# [Material shown]
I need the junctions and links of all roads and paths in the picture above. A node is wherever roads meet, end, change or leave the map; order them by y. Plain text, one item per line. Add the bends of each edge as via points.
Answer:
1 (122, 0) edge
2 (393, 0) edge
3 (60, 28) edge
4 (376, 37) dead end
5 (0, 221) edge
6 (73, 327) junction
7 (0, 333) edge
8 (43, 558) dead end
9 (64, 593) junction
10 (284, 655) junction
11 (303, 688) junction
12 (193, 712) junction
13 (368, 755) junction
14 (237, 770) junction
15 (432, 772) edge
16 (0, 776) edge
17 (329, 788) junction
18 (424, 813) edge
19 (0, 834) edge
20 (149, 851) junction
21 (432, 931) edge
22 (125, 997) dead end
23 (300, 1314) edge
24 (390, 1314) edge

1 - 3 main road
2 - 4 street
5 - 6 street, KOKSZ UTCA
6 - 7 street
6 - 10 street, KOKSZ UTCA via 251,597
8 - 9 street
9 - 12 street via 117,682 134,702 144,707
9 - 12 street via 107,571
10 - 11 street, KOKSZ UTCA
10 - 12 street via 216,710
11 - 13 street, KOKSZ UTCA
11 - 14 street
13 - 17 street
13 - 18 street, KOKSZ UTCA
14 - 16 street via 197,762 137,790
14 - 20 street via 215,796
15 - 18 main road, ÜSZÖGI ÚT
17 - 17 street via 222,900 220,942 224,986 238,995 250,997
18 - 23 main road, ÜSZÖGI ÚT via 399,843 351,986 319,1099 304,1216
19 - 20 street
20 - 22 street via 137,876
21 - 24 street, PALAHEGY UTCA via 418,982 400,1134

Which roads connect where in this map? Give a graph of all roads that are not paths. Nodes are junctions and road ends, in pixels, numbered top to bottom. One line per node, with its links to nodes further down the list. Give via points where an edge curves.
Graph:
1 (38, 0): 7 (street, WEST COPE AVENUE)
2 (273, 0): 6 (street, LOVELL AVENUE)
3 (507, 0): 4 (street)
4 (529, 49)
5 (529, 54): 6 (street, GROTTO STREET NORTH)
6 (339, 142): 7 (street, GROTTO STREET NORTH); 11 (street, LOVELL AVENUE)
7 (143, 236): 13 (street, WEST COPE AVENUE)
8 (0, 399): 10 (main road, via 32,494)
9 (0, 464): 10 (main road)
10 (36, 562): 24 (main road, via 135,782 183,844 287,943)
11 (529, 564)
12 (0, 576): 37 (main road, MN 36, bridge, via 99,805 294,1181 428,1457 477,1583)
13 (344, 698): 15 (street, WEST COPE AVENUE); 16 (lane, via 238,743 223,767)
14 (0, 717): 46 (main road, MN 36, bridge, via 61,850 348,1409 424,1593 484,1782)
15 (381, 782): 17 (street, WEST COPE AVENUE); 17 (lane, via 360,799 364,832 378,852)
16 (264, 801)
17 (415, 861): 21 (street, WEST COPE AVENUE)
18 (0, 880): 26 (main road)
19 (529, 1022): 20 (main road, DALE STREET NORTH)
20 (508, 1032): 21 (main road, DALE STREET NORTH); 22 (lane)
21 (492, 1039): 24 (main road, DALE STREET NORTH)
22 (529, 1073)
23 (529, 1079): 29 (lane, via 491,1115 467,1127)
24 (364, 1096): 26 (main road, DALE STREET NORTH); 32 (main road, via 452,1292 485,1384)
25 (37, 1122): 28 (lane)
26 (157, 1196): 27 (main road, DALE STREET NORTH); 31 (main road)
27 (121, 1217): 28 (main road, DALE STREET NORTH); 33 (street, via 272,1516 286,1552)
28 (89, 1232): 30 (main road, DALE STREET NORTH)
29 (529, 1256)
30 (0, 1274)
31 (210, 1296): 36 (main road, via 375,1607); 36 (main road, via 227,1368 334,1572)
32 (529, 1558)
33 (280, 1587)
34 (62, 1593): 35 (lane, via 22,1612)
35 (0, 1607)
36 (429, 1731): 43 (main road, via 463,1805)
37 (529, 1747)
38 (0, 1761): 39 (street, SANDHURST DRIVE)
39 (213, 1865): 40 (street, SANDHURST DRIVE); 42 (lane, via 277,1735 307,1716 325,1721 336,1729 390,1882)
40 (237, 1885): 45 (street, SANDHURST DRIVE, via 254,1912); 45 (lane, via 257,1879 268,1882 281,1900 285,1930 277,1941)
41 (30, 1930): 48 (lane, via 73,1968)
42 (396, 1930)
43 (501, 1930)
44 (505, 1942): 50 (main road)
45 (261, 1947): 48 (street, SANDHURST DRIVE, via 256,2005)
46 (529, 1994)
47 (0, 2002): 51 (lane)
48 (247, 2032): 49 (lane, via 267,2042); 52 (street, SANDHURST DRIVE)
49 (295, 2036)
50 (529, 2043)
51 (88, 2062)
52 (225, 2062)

# [Assignment]
Restate the data above exactly, keeping each word as it stands.

# [Answer to the exercise]
I need the junctions and links of all roads and paths in the picture above. A node is wherever roads meet, end, change or leave the map; order them by y. Plain text, one item per line. Add the bends of each edge as via points.
Answer:
1 (122, 0) edge
2 (393, 0) edge
3 (60, 28) edge
4 (376, 37) dead end
5 (0, 221) edge
6 (73, 327) junction
7 (0, 333) edge
8 (43, 558) dead end
9 (64, 593) junction
10 (284, 655) junction
11 (303, 688) junction
12 (193, 712) junction
13 (368, 755) junction
14 (237, 770) junction
15 (432, 772) edge
16 (0, 776) edge
17 (329, 788) junction
18 (424, 813) edge
19 (0, 834) edge
20 (149, 851) junction
21 (432, 931) edge
22 (125, 997) dead end
23 (300, 1314) edge
24 (390, 1314) edge

1 - 3 main road
2 - 4 street
5 - 6 street, KOKSZ UTCA
6 - 7 street
6 - 10 street, KOKSZ UTCA via 251,597
8 - 9 street
9 - 12 street via 117,682 134,702 144,707
9 - 12 street via 107,571
10 - 11 street, KOKSZ UTCA
10 - 12 street via 216,710
11 - 13 street, KOKSZ UTCA
11 - 14 street
13 - 17 street
13 - 18 street, KOKSZ UTCA
14 - 16 street via 197,762 137,790
14 - 20 street via 215,796
15 - 18 main road, ÜSZÖGI ÚT
17 - 17 street via 222,900 220,942 224,986 238,995 250,997
18 - 23 main road, ÜSZÖGI ÚT via 399,843 351,986 319,1099 304,1216
19 - 20 street
20 - 22 street via 137,876
21 - 24 street, PALAHEGY UTCA via 418,982 400,1134

Which roads connect where in this map? Give a graph of all roads that are not paths. Nodes are junctions and road ends, in pixels, numbered top to bottom. One line per node, with its links to nodes further down the list. Give via points where an edge curves.
Graph:
1 (38, 0): 7 (street, WEST COPE AVENUE)
2 (273, 0): 6 (street, LOVELL AVENUE)
3 (507, 0): 4 (street)
4 (529, 49)
5 (529, 54): 6 (street, GROTTO STREET NORTH)
6 (339, 142): 7 (street, GROTTO STREET NORTH); 11 (street, LOVELL AVENUE)
7 (143, 236): 13 (street, WEST COPE AVENUE)
8 (0, 399): 10 (main road, via 32,494)
9 (0, 464): 10 (main road)
10 (36, 562): 24 (main road, via 135,782 183,844 287,943)
11 (529, 564)
12 (0, 576): 37 (main road, MN 36, bridge, via 99,805 294,1181 428,1457 477,1583)
13 (344, 698): 15 (street, WEST COPE AVENUE); 16 (lane, via 238,743 223,767)
14 (0, 717): 46 (main road, MN 36, bridge, via 61,850 348,1409 424,1593 484,1782)
15 (381, 782): 17 (street, WEST COPE AVENUE); 17 (lane, via 360,799 364,832 378,852)
16 (264, 801)
17 (415, 861): 21 (street, WEST COPE AVENUE)
18 (0, 880): 26 (main road)
19 (529, 1022): 20 (main road, DALE STREET NORTH)
20 (508, 1032): 21 (main road, DALE STREET NORTH); 22 (lane)
21 (492, 1039): 24 (main road, DALE STREET NORTH)
22 (529, 1073)
23 (529, 1079): 29 (lane, via 491,1115 467,1127)
24 (364, 1096): 26 (main road, DALE STREET NORTH); 32 (main road, via 452,1292 485,1384)
25 (37, 1122): 28 (lane)
26 (157, 1196): 27 (main road, DALE STREET NORTH); 31 (main road)
27 (121, 1217): 28 (main road, DALE STREET NORTH); 33 (street, via 272,1516 286,1552)
28 (89, 1232): 30 (main road, DALE STREET NORTH)
29 (529, 1256)
30 (0, 1274)
31 (210, 1296): 36 (main road, via 375,1607); 36 (main road, via 227,1368 334,1572)
32 (529, 1558)
33 (280, 1587)
34 (62, 1593): 35 (lane, via 22,1612)
35 (0, 1607)
36 (429, 1731): 43 (main road, via 463,1805)
37 (529, 1747)
38 (0, 1761): 39 (street, SANDHURST DRIVE)
39 (213, 1865): 40 (street, SANDHURST DRIVE); 42 (lane, via 277,1735 307,1716 325,1721 336,1729 390,1882)
40 (237, 1885): 45 (street, SANDHURST DRIVE, via 254,1912); 45 (lane, via 257,1879 268,1882 281,1900 285,1930 277,1941)
41 (30, 1930): 48 (lane, via 73,1968)
42 (396, 1930)
43 (501, 1930)
44 (505, 1942): 50 (main road)
45 (261, 1947): 48 (street, SANDHURST DRIVE, via 256,2005)
46 (529, 1994)
47 (0, 2002): 51 (lane)
48 (247, 2032): 49 (lane, via 267,2042); 52 (street, SANDHURST DRIVE)
49 (295, 2036)
50 (529, 2043)
51 (88, 2062)
52 (225, 2062)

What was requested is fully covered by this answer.